─── ENTRIES SHOWN

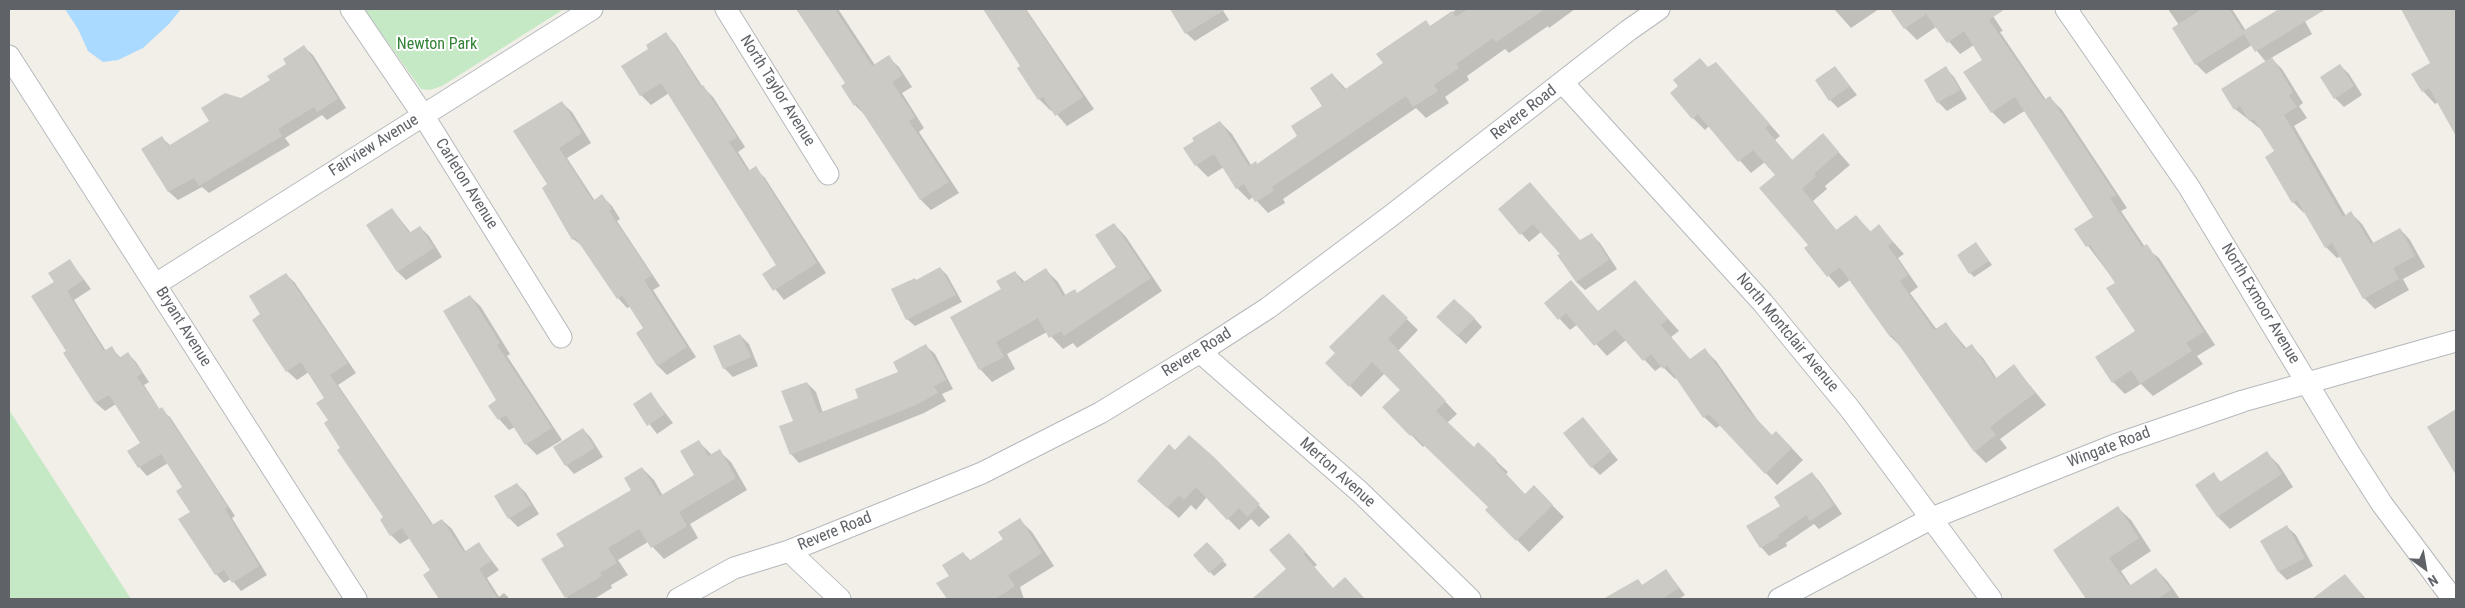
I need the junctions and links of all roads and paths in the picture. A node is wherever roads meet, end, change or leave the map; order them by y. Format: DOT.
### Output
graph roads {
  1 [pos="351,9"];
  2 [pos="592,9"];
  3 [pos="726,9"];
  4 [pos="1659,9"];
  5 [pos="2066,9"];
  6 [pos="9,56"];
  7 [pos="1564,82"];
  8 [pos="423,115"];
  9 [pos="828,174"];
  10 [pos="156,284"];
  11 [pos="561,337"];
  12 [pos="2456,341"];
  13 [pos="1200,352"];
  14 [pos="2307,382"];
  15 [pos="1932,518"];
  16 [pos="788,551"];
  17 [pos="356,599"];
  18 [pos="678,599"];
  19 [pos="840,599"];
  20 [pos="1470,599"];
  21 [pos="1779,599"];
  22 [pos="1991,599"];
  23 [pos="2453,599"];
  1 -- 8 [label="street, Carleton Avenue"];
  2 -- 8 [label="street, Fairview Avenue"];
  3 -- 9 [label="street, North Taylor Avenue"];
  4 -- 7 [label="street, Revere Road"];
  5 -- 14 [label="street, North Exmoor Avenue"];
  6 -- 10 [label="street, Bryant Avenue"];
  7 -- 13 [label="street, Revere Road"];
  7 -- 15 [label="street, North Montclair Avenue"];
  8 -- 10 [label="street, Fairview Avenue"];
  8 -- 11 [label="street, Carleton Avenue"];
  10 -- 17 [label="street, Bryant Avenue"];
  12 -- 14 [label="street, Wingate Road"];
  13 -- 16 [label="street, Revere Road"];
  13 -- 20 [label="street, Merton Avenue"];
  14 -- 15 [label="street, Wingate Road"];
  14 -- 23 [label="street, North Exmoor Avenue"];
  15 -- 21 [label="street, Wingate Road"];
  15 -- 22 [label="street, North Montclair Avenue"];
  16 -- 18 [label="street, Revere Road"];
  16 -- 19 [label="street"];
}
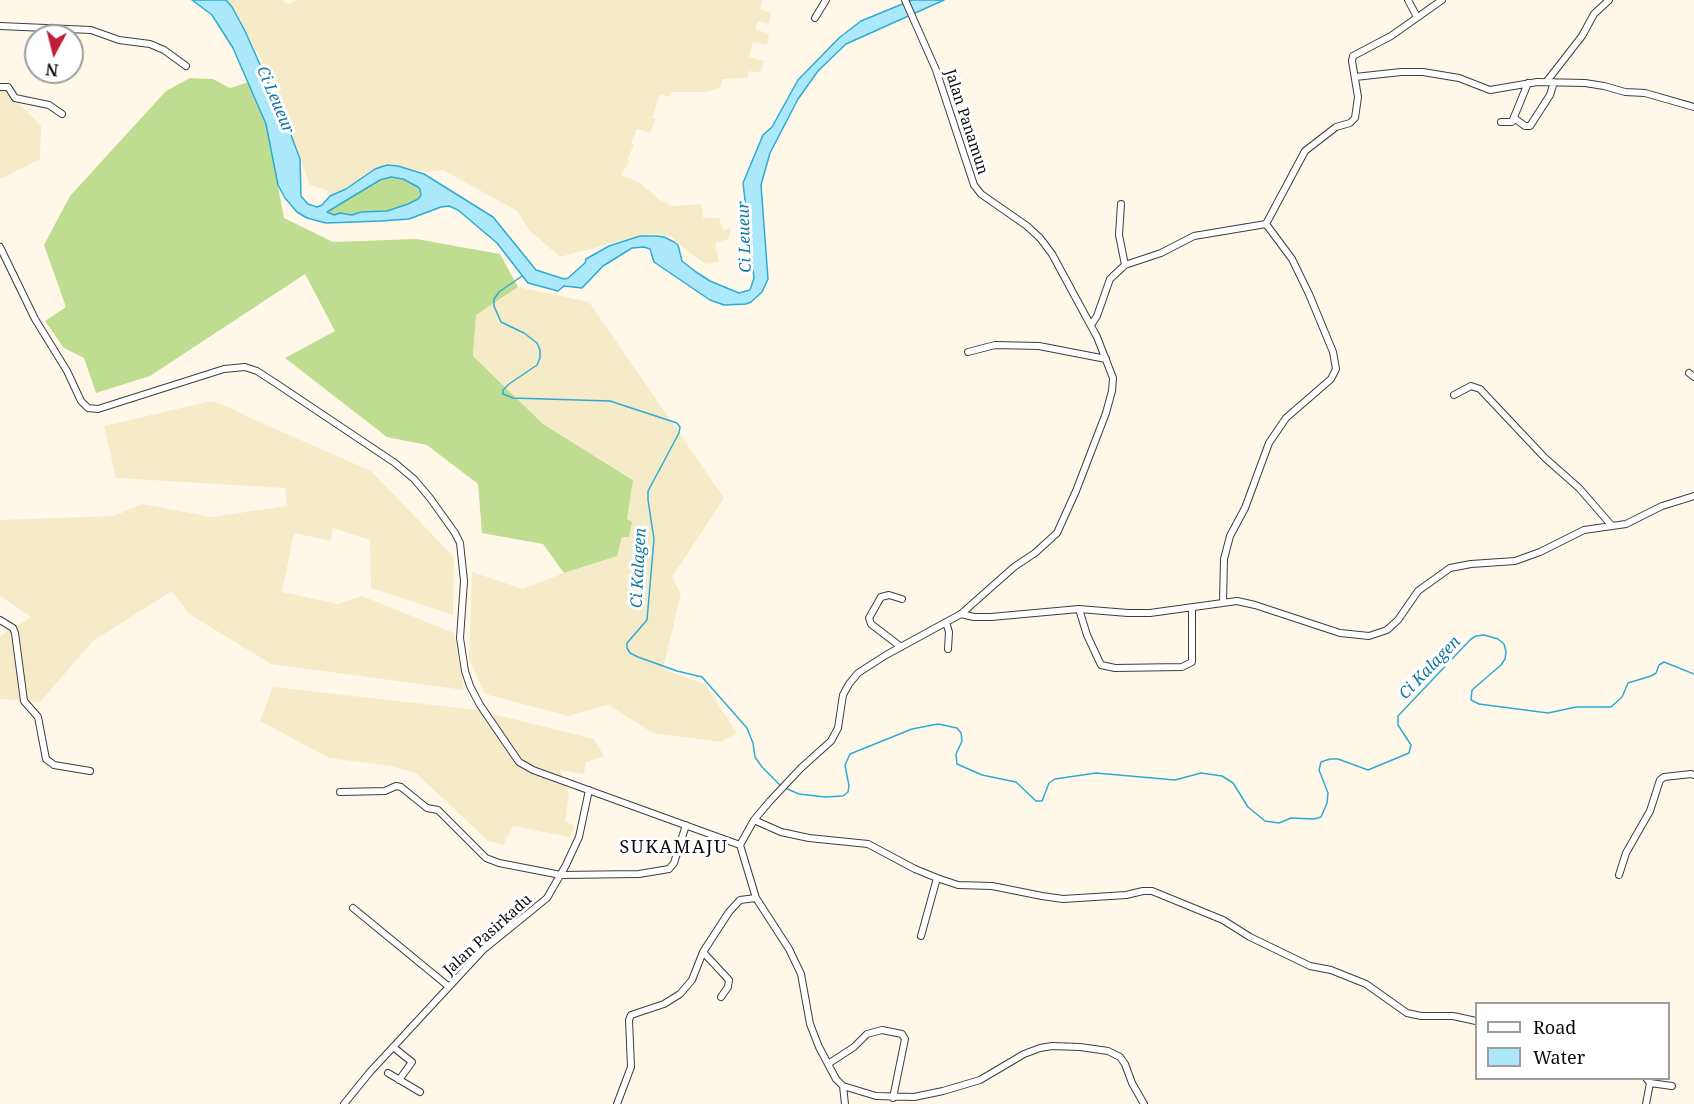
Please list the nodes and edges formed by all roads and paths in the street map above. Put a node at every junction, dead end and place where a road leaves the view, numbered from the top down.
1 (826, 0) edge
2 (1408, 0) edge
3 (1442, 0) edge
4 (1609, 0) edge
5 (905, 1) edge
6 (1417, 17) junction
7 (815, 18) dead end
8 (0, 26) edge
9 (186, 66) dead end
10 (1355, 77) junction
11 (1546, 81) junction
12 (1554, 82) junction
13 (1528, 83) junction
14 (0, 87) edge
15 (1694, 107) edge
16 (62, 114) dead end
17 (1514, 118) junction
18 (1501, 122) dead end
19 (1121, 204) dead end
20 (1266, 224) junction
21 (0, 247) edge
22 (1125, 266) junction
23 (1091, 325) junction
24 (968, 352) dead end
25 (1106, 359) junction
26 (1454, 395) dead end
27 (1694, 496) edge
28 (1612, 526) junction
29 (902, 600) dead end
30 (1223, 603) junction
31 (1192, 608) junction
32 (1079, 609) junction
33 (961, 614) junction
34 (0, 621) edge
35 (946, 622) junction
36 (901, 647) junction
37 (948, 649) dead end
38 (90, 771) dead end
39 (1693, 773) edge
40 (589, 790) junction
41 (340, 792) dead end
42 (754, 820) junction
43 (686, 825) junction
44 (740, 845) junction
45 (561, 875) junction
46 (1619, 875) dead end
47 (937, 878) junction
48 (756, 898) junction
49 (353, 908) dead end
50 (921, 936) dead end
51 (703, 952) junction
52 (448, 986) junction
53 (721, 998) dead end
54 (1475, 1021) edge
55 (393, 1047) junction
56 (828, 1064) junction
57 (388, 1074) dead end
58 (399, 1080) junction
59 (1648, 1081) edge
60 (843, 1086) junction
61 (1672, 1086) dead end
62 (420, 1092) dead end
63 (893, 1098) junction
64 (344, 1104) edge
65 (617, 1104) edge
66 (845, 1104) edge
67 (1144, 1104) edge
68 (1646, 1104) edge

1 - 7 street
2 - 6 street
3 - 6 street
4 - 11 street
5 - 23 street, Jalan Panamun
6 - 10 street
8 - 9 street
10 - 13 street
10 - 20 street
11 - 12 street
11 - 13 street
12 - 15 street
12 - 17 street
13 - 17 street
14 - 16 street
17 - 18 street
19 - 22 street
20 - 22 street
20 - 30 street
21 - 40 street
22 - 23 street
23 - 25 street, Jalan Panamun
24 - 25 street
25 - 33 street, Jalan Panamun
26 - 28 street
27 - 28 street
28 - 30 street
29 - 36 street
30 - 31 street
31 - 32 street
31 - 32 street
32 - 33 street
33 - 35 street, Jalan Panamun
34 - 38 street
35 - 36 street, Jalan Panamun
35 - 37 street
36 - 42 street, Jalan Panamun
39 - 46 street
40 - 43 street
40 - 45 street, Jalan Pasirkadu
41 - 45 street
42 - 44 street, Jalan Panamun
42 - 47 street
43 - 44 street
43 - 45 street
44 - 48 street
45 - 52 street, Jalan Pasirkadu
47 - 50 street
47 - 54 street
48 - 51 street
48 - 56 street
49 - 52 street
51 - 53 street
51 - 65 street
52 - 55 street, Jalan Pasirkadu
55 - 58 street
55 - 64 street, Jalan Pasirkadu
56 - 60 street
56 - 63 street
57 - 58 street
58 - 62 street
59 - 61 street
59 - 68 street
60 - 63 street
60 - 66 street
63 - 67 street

──────

> **TASK OBJECTIVE**: Using the records above, report each line with the string "Pasirkadu".

> **RESULT OF THIS EXERCISE**:
40 - 45 street, Jalan Pasirkadu
45 - 52 street, Jalan Pasirkadu
52 - 55 street, Jalan Pasirkadu
55 - 64 street, Jalan Pasirkadu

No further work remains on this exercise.